Também de comunhão total entre artista e público foi feita a estreia de Girl in Red por Portugal. Catapultada para a ribalta após a digressão que partilhou com Taylor Swift, o indie pop da norueguesa levou a miúde que abarrotava o Palco Heineken ao delírio, com a casa secundária do NOS Alive a decorar-se com dezenas de bandeiras da comunidade LGBTI+ - uma dessas viria mesmo a aconchegar as costas de Marie Ulven em “Midnight Love”. Surpreendida com receção tão calorosa, Girl in Red viria mesmo a sentir esse calor em primeira mão num crowdsurf em “I Wanna Be Your Girlfriend”, com o público mais dianteiro a ripostar com a letra na ponta das suas línguas.
Ao longo de 15 edições, o NOS Alive já demonstrou que não tem receio de arriscar no seu cartaz, voltando-se cada vez mais para o universo pop e os artistas mais emergentes no mesmo. Para este ano, muita da curiosidade recaía em Lizzo, dona de uma das melhores vozes da atualidade e entertainer para dar e vender. Mesmo não estando no seu habitat natural, não nos vamos meter com rodeios: Melissa Jefferson assinou, de longe, um dos melhores concertos desta edição, e quiçá de toda a história do festival.
No panorama pop, não há a atenção ou a dedicação de comer e saborear todas as canções que figuram em discos, o que leva a uma mão cheia de êxitos e outras duas a pedirem que sejam skipped. Mas com Lizzo isso não acontece, com o toque de Midas deste furacão pop a permitir que distribuísse cartas fosse a cantar, rappar, dançar ou na companhia da sua fiel flauta transversal. E não foi só a qualidade exímia de Melissa que conquistou o NOS Alive, com a simpatia e descontração a converter até os mais céticos que, perante tal boa disposição, não conseguiram não esboçar um sorriso perante as mil e uma tiradas humorísticas da cantora entre canções.
E a nível de canções, Lizzo conta já com um repertório que se pode considerar um luxo, apresentando um desfile de temas capaz não só de demonstrar a sua versatilidade, mas como também a capacidade de conquistar as grandes multidões; “Juice”, “Tempo”, “Truth Hurts” ou “Good as Hell” foram apenas algumas das canções que tornaram Lisboa em “Lizzobon”, mas foi quando a hora das ‘bad bitches’ surgiu com “It’s About Time” que Algés se tornou na discoteca de Lizzo, celebrada com a efusividade que só a pop fornece. E quis nos parecer que as entradas para o regresso da artista a Portugal, não vão demorar muito até aparecerem…

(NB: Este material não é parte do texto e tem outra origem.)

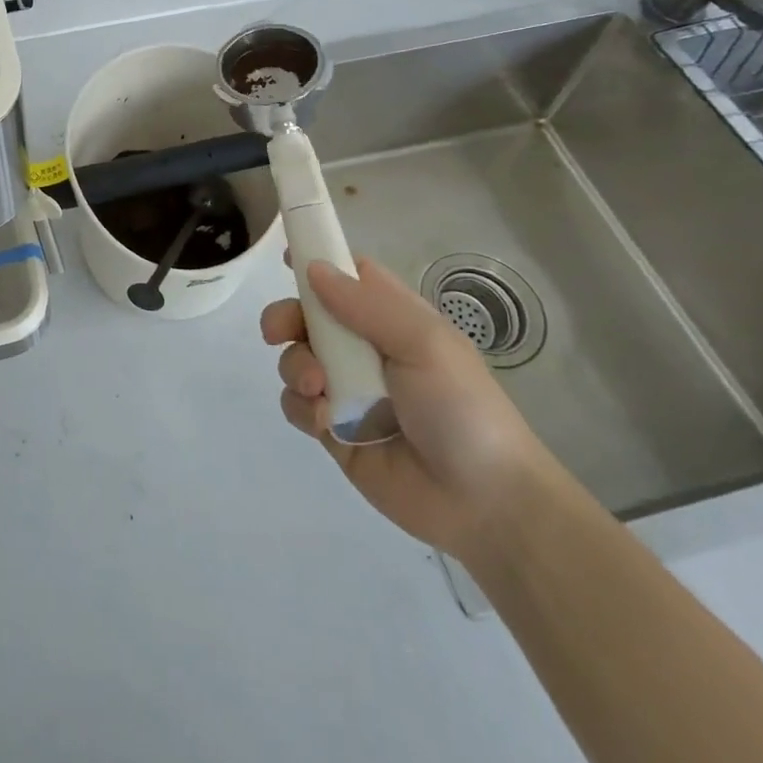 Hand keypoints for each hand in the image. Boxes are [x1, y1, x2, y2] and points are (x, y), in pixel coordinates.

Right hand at [262, 256, 559, 557]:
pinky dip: (303, 408)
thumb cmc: (462, 407)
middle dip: (286, 318)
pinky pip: (298, 406)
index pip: (349, 277)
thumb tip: (313, 267)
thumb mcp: (424, 343)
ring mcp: (347, 390)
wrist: (485, 503)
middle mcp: (365, 348)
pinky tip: (327, 422)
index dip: (319, 263)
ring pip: (296, 360)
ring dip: (297, 367)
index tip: (287, 259)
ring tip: (319, 388)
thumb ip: (366, 304)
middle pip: (309, 316)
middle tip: (276, 331)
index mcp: (392, 319)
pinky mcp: (334, 431)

Foram preciso esperar 8 anos até que se registasse o regresso Sylvan Esso por Portugal, isto após uma mui aplaudida estreia pelo palco secundário do Vodafone Paredes de Coura. Nesse longo período de ausência, a dupla da Carolina do Norte lançou três novos discos, conquistando relativo sucesso através da junção do doce timbre folkiano de Amelia Meath e as harmonias electrónicas assinadas pelo marido, Nick Sanborn. Com a debandada óbvia que se registou no pós-Arctic Monkeys, o Palco Heineken compôs-se, e bem, de curiosos que pouco tardaram a abanar os corpos ao som de temas como “H.S.K.T”, “Radio” ou “Coffee”. A verdadeira dançaria, porém, viria momentos mais tarde no palco ao lado.

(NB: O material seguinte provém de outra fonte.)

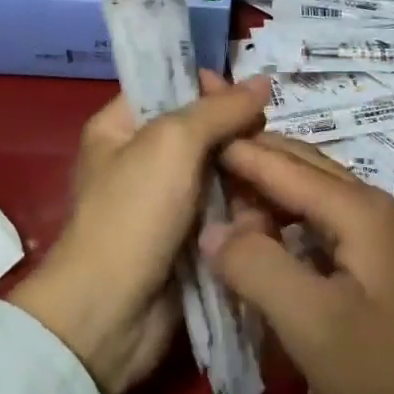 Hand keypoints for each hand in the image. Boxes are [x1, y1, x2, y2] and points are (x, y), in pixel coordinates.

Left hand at [10, 72, 270, 393]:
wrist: (112, 312)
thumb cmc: (133, 214)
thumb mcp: (173, 144)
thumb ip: (219, 110)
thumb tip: (263, 82)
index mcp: (119, 127)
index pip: (169, 86)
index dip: (209, 87)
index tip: (247, 101)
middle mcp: (140, 158)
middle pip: (200, 129)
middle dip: (237, 133)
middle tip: (272, 140)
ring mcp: (165, 201)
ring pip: (218, 171)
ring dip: (247, 172)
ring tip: (281, 174)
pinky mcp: (187, 237)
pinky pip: (223, 208)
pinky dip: (245, 206)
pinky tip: (274, 204)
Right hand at [206, 135, 393, 393]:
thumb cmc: (391, 380)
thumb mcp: (312, 325)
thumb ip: (257, 266)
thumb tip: (213, 229)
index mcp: (361, 210)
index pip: (284, 164)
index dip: (237, 150)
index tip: (191, 135)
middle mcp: (377, 210)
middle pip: (304, 168)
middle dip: (254, 157)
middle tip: (203, 157)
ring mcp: (388, 240)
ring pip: (317, 197)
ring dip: (272, 191)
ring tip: (226, 195)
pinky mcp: (389, 270)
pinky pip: (329, 227)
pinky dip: (292, 222)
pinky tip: (271, 239) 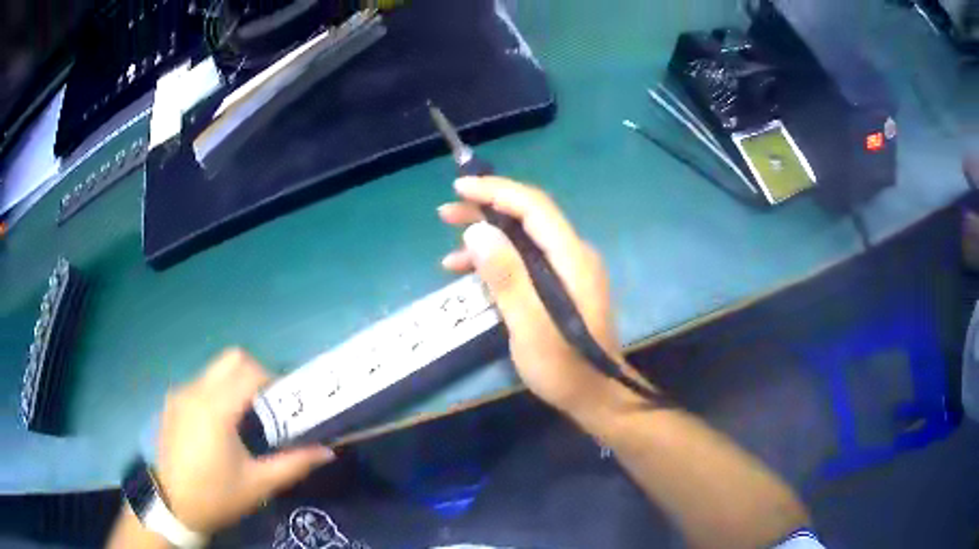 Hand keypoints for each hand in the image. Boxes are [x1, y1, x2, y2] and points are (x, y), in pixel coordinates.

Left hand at [155, 348, 334, 533]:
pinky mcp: (172, 401)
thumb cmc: (217, 495)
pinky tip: (221, 425)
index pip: (249, 370)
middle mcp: (195, 390)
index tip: (287, 402)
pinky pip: (201, 383)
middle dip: (256, 373)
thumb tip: (327, 450)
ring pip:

Irreverente, provocador ou ousado. Muitos são os adjetivos que poderiam ser utilizados para descrever a atuação de Lil Nas X. Entre aqueles que recorreram às palavras mais simpáticas, e para as más-línguas que nem tanto, a verdade é que Montero Hill não deixou ninguém indiferente com a sua excentricidade e sensualidade, recorrendo a “Montero (Call Me By Your Name)” para instaurar o clima de festa e, quiçá, pedir desculpas pelos 15 minutos de atraso.

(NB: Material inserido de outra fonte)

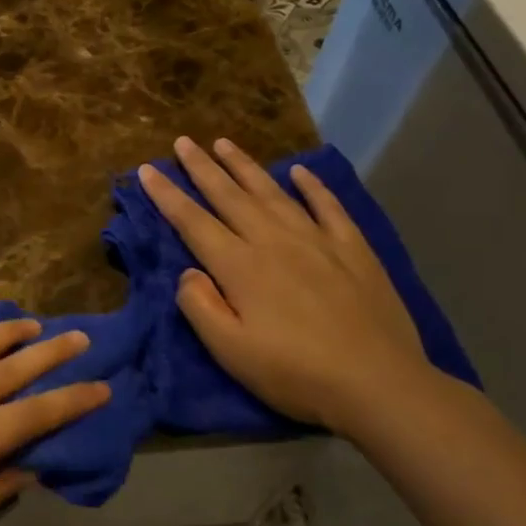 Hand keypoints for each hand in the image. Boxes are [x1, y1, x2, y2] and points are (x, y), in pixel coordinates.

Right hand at [139, 136, 434, 432]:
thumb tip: (188, 272)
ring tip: (224, 143)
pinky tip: (300, 171)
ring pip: (273, 193)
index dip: (167, 195)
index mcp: (240, 266)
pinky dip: (312, 186)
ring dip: (245, 166)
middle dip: (202, 168)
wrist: (378, 384)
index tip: (147, 169)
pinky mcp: (354, 250)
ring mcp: (317, 241)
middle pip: (230, 196)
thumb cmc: (294, 373)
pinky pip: (329, 207)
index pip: (193, 222)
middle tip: (183, 142)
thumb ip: (200, 306)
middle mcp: (274, 241)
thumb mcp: (230, 350) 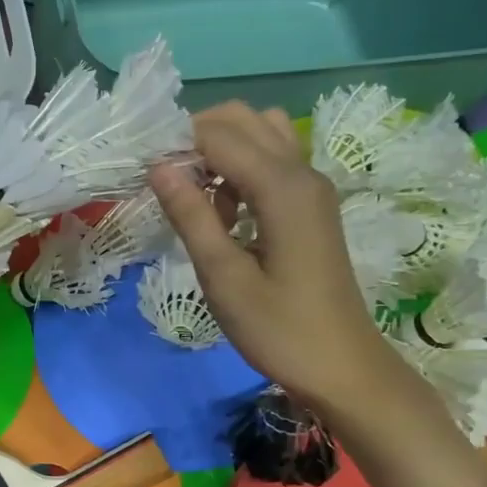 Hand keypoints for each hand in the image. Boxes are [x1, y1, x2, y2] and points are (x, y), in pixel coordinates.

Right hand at [148, 102, 402, 412]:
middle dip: (197, 138)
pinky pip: (272, 163)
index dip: (176, 146)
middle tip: (166, 183)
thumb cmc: (279, 330)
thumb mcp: (224, 278)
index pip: (218, 135)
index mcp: (282, 188)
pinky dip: (241, 170)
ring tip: (196, 197)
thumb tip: (158, 167)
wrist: (342, 367)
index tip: (144, 177)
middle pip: (244, 119)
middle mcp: (302, 173)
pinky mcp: (311, 206)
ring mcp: (312, 188)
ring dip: (221, 151)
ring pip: (261, 135)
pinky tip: (224, 215)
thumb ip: (191, 217)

Num palco decorado com animais insufláveis, nos quais se destacaram uma enorme serpente, e preenchido por um pelotão de bailarinos, Lil Nas X, sempre de vestimentas pomposas, veio para fazer festa pela madrugada adentro, assinando um espetáculo endiabrado que tanto reuniu momentos de dança, humor, choque e, numa nota menos positiva, demasiado playback. Mas quando se tem um repertório com temas tão radiofónicos como “Panini”, “That’s What I Want” e a canção número 1 de 2019, “Old Town Road”, interpretada num cavalo branco, as cantorias ficaram para a plateia que lá gastou os restos de energia que ainda sobravam de mais um intenso dia de NOS Alive.
8 de Julho
No último dia do NOS Alive, um dos principais destaques foi o alinhamento do palco Clubbing, cujas sonoridades eletrónicas, que tanto foram do house ao techno, levaram a um matinée que nunca parou de ser ponto de passagem por muitos festivaleiros, trazendo uma reminiscência àquele que era o registo original deste palco terciário. Da tarde à noite, destaque para os sets de Krystal Klear, Kelly Lee Owens e Boys Noize.
Naquele que foi o dia mais diversificado dos três dias do festival, que arrancou com a pop conjunta de Carolina Deslandes e Bárbara Tinoco, o Palco NOS acolheu a estreia de Machine Gun Kelly por Portugal. Da mesma forma que o Clubbing relembrou anos passados, o projeto de Colson Baker remeteu-nos para o início dos primeiros anos da década de 2000, altura em que o pop punk de Avril Lavigne ou dos Blink-182 reinava nos tops dos mais ouvidos.
Como se não bastasse tentar ressuscitar aquilo que deveria ter ficado morto, Machine Gun Kelly tocou uma hora mais do que o deveria ter feito, deambulando pelo nu metal, pelo hip hop ou pelo trap, falhando redondamente em todos os estilos na tentativa de criar algo próprio, ou memorável. Mesmo assim, e por mais questionável que seja a carreira de Colson Baker, damos a mão à palmatória e reconhecemos que pelo menos tentou, fosse pelas chamas em palco, a irreverência na atuação ou a interação com o público.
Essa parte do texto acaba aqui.